什么樣的B站Up主,讓AI專業的導師們紛紛推薦給學生看,甚至導師自己也追更?
又是什么樣的Up主,讓網友直呼“簡直是做慈善”。
沒錯,他就是亞馬遜資深首席科學家、AI大牛李沐,
這個學期,李沐在斯坦福大學部開了一門《實用機器學習》的新課,除了斯坦福學生能在線下學到以外,課程的錄像、PPT也都在網上免費公開,
不過B站上能看到的版本卻不是課程錄像,而是李沐回到家里再專門用中文重新錄制的!
課程錄制的地點,是他在家里車庫搭建的攝影棚。
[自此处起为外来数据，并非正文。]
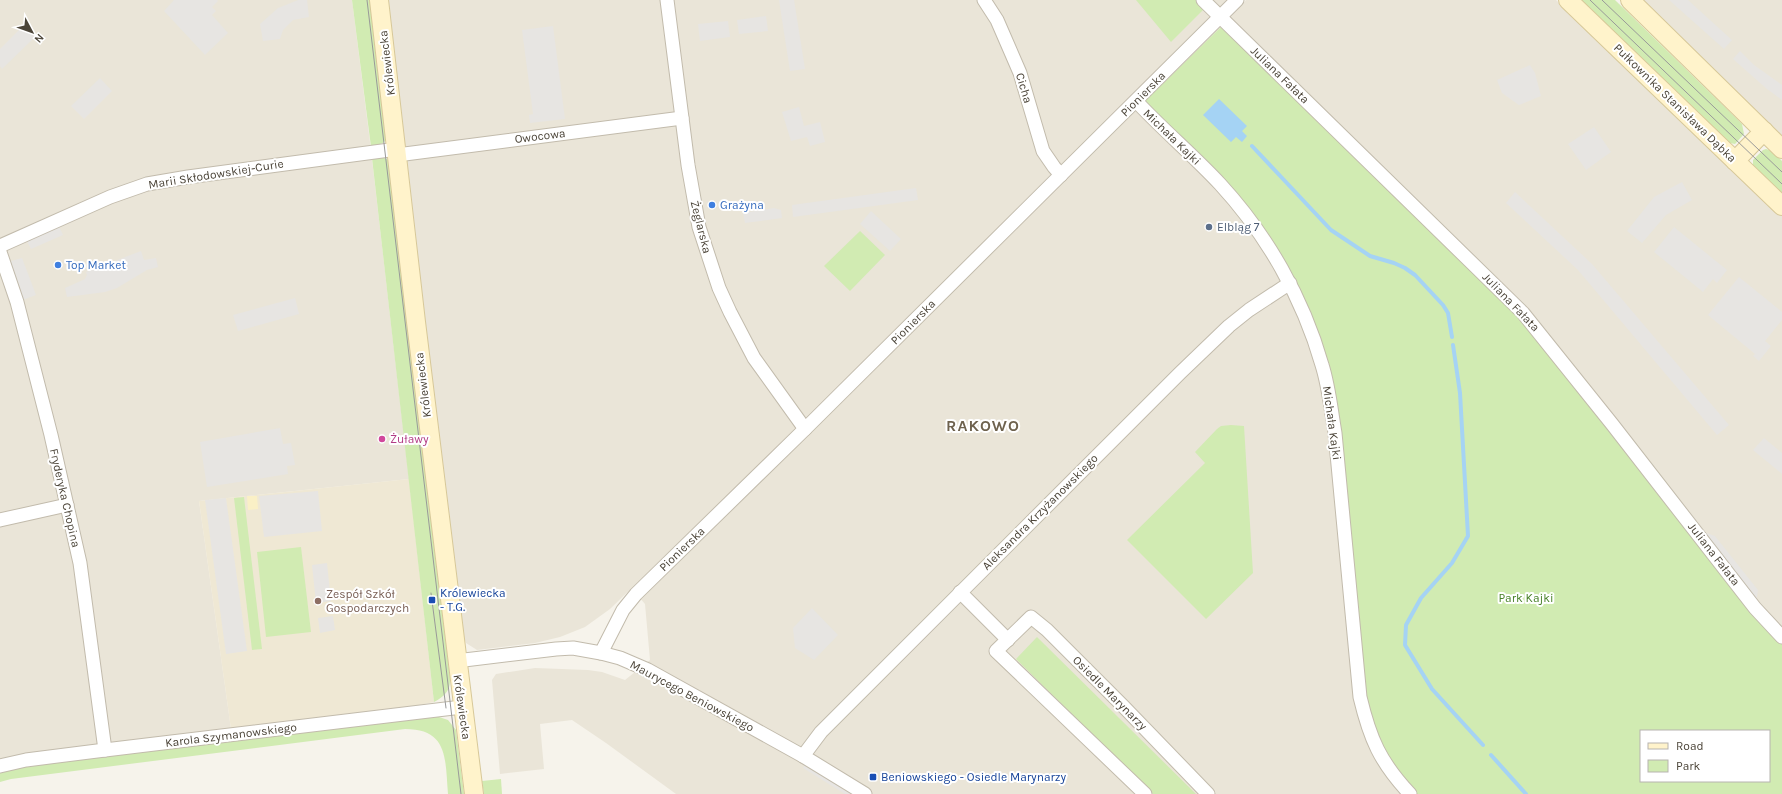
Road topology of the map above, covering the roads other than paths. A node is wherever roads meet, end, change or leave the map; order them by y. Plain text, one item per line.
1 (380, 0) edge
2 (667, 0) edge
3 (984, 0) edge
4 (1203, 0) edge
5 (1237, 0) edge
6 (1568, 0) edge
7 (1630, 0) edge
8 (1221, 17) junction
9 (1136, 101) junction
10 (682, 118) junction
11 (1764, 131) junction
12 (1782, 149) edge
13 (397, 152) junction
14 (1735, 161) junction
15 (1061, 175) junction
16 (1782, 206) edge
17 (0, 246) edge
18 (0, 252) edge
19 (1290, 283) junction
20 (805, 430) junction
21 (67, 505) junction
22 (0, 520) edge
23 (960, 592) junction
24 (1782, 637) edge
25 (1008, 640) junction
26 (601, 653) junction
27 (456, 661) junction
28 (462, 707) junction
29 (105, 750) junction
30 (803, 756) junction
31 (0, 766) edge
32 (474, 794) edge
33 (865, 794) edge
34 (1145, 794) edge
35 (1208, 794) edge
36 (1410, 794) edge

1 - 13 main road, Królewiecka
2 - 10 street, Żeglarska
3 - 15 street, Cicha
4 - 8 street, Juliana Fałata
5 - 8 street, Pionierska
6 - 14 main road, Pułkownika Stanisława Dąbka
7 - 11 main road
8 - 9 street, Pionierska
8 - 24 street, Juliana Fałata
9 - 15 street, Pionierska
9 - 19 street, Michała Kajki
10 - 13 street, Owocowa
10 - 20 street, Żeglarska
11 - 12 main road
11 - 14 main road
13 - 17 street, Marii Skłodowskiej-Curie
13 - 27 main road, Królewiecka
14 - 16 main road, Pułkownika Stanisława Dąbka
15 - 20 street, Pionierska
18 - 21 street, Fryderyka Chopina
19 - 23 street, Aleksandra Krzyżanowskiego
19 - 36 street, Michała Kajki
20 - 26 street, Pionierska
21 - 22 street
21 - 29 street, Fryderyka Chopina
23 - 25 street
23 - 30 street, Aleksandra Krzyżanowskiego
25 - 34 street, Osiedle Marynarzy
25 - 35 street, Osiedle Marynarzy
26 - 27 street, Maurycego Beniowskiego
26 - 30 street, Maurycego Beniowskiego
27 - 28 main road, Królewiecka
28 - 29 street, Karola Szymanowskiego
28 - 32 main road, Królewiecka
29 - 31 street, Karola Szymanowskiego
30 - 33 street, Maurycego Beniowskiego

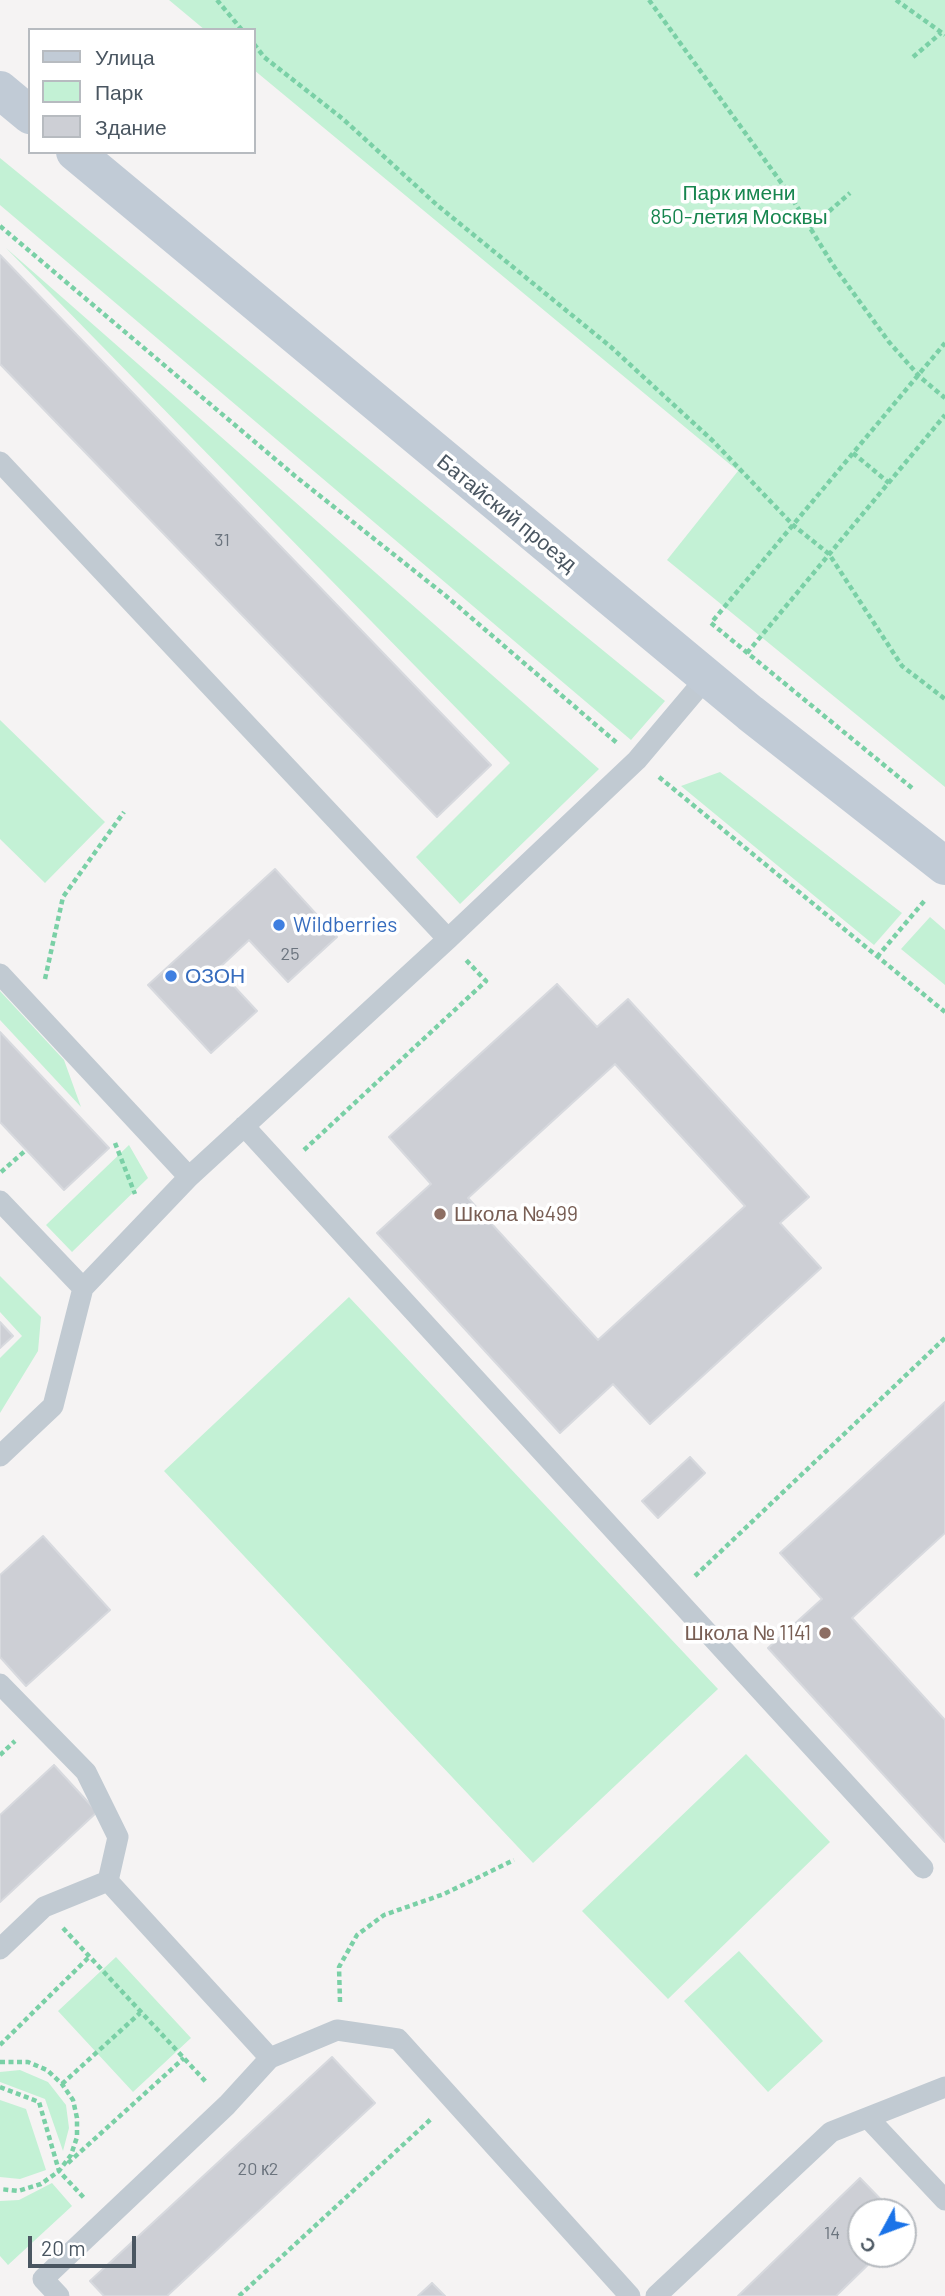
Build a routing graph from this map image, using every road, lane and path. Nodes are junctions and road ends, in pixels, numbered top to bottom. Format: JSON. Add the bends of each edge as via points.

而錄制的時間,或許是帶娃的空檔,或許是深夜。
來聽課的網友紛紛表示,“簡直是把飯送到嘴邊”、“還有什么理由不學?”。
正課之外,李沐最近還新“開坑”了經典論文精讀系列,
講了入門必學的AlexNet和ResNet論文后,李沐發起投票問問大家還想聽哪篇論文。
Transformer高票當選,李沐火速更新,逐段精讀長達一個半小時。
李沐給論文精讀系列開的GitHub倉庫也在不到一周時間狂攬超過1500星,還上了熱榜。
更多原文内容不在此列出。